Apetitos afilados. Dientes entonados. Oídos hambrientos.

jueves, marzo 05, 2009

La eterna duda

Hay dos tipos de aficionados al jazz: los de Billie Holiday y los de Ella Fitzgerald. Podría crear polémica innecesaria diciendo que los estilos de ambas cantantes son irreconciliables, pero no es cierto: uno puede estremecerse con la voz rota de la Holiday y sin transición ninguna elevarse a los altares escuchando a la Fitzgerald.
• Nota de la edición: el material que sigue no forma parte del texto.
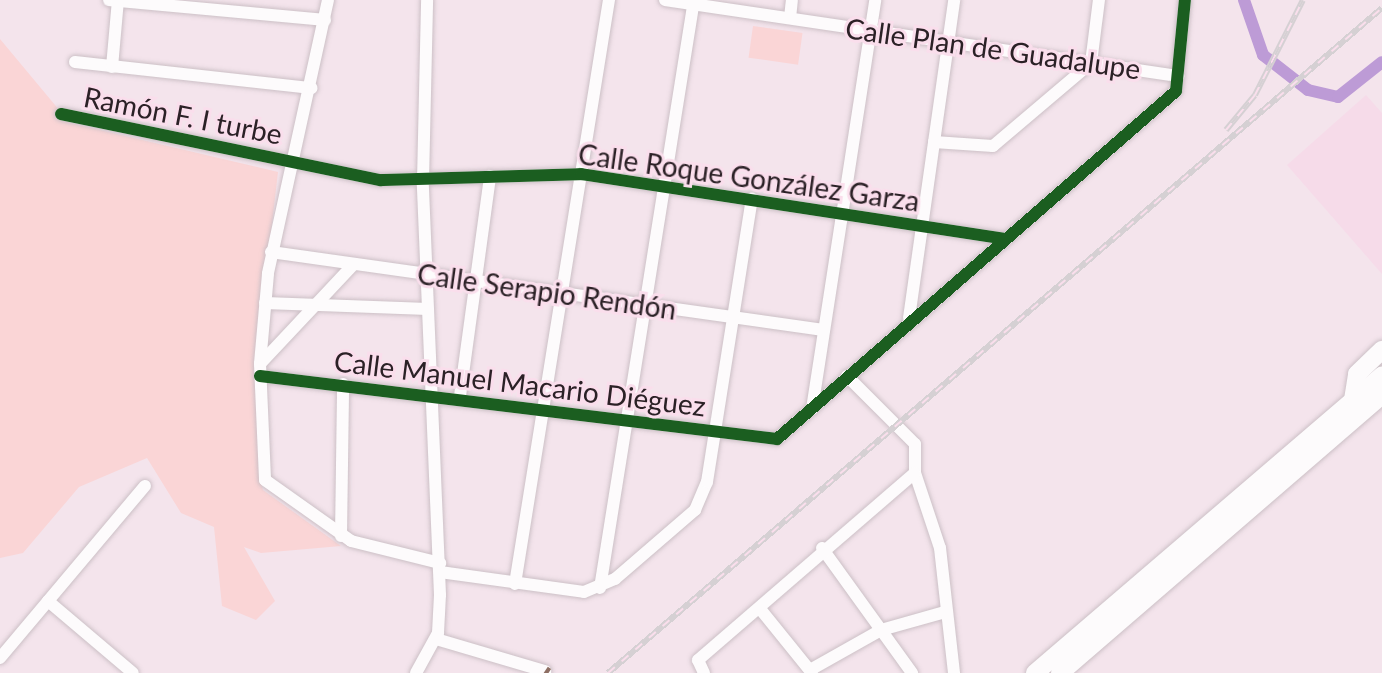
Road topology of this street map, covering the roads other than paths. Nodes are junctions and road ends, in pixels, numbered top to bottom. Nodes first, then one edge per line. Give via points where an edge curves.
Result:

Pero ambas personifican dos estilos muy diferentes de concebir la vida, esto es, la música. Son como Mozart y Beethoven: mientras que las obras del austriaco son apolíneas, luminosas y etéreas cuenten lo que estén contando (porque los sonidos también cuentan historias), las del alemán están llenas de claroscuros y pasión desbordante, son personales e intransferibles, con la emoción predominando sobre la razón, al contrario que el alegre genio de Salzburgo.

Ni que decir tiene que Fitzgerald personificaría el espíritu de Mozart, y Holiday el de Beethoven. La música como vehículo del alma frente a la música como vehículo del corazón. Es curioso que los cantantes de ópera suelen preferir la perfección técnica de Ella, mientras que en otros estilos menos ortodoxos las inflexiones de Billie los vuelvan locos.

Personalmente, me quedo con Ella. No sé si en esta elección influye el tipo de persona que es uno, más racional, emocional o instintivo, pero algo me atravesó de arriba abajo la primera vez que escuché Everytime we say goodbye de su garganta. Toda la emoción del mundo estaba concentrada allí, pero no pugnaba por salir sino que fluía alrededor, tranquilamente, como las olas de un mar en calma.

Imagino que ahora sólo queda dar las gracias a Kayele por "recordarme" que debía escribir esto.


3 Comments:

Anonymous Anónimo said...

(Obviamente) me quedo con Holiday. Para mí es "la" cantante del siglo XX. Desde luego no tiene ni la voz ni la técnica estándar, pero justamente demuestra que para sobresalir en un arte no hay que ser el más dotado ni el que más trabaja, sino tener algo especial que hace único.
Relacionado con esto, discrepo con eso de que los sonidos cuentan historias. Ni tan siquiera hablaré de neurología, simplemente remito a los momentos más placenteros que proporciona la música: nada que ver con los que obtenemos de las narraciones.

9/3/09 12:52

 
Blogger Kayele said...

Jejejej,

gracias, este post lo he entendido a la perfección. ;-)

Pero, por favor, no me hagas elegir, ¡¡¡no puedo vivir sin ninguna de las dos!!!

Es tan difícil, elegir una voz, la voz... hay tantas maestras, tantos estilos...
supongo que sí, en realidad depende de tu momento emotivo, no?

Si aún así me obligan a elegir... aunque ellas son la voz del Alma y la voz del Corazón, siempre me quedaré con la voz de una Diosa (Lisa Gerrard)... por encima también de la de un Ángel (María Callas) y la de una Sirena (Loreena MacKennitt)...

Curiosa la contraposición que haces entre alma y corazón...

9/3/09 21:44

 
Blogger Susu said...

¿Te gusta DJ Shadow?, qué grande eres.

Buenísimo post; eterno debate. Pero estoy con Kayele, ¿es que hay que elegir?

Yo voy a tocarte las narices un poco. Si me pones contra la pared te diré que soy de Ella (suscribo cada palabra sobre "Everytime we say goodbye" (¿¿cuándo quedamos para tocarla??)) pero te diré también, sin dudarlo mucho, que soy de Beethoven. ¿Esquizofrenia?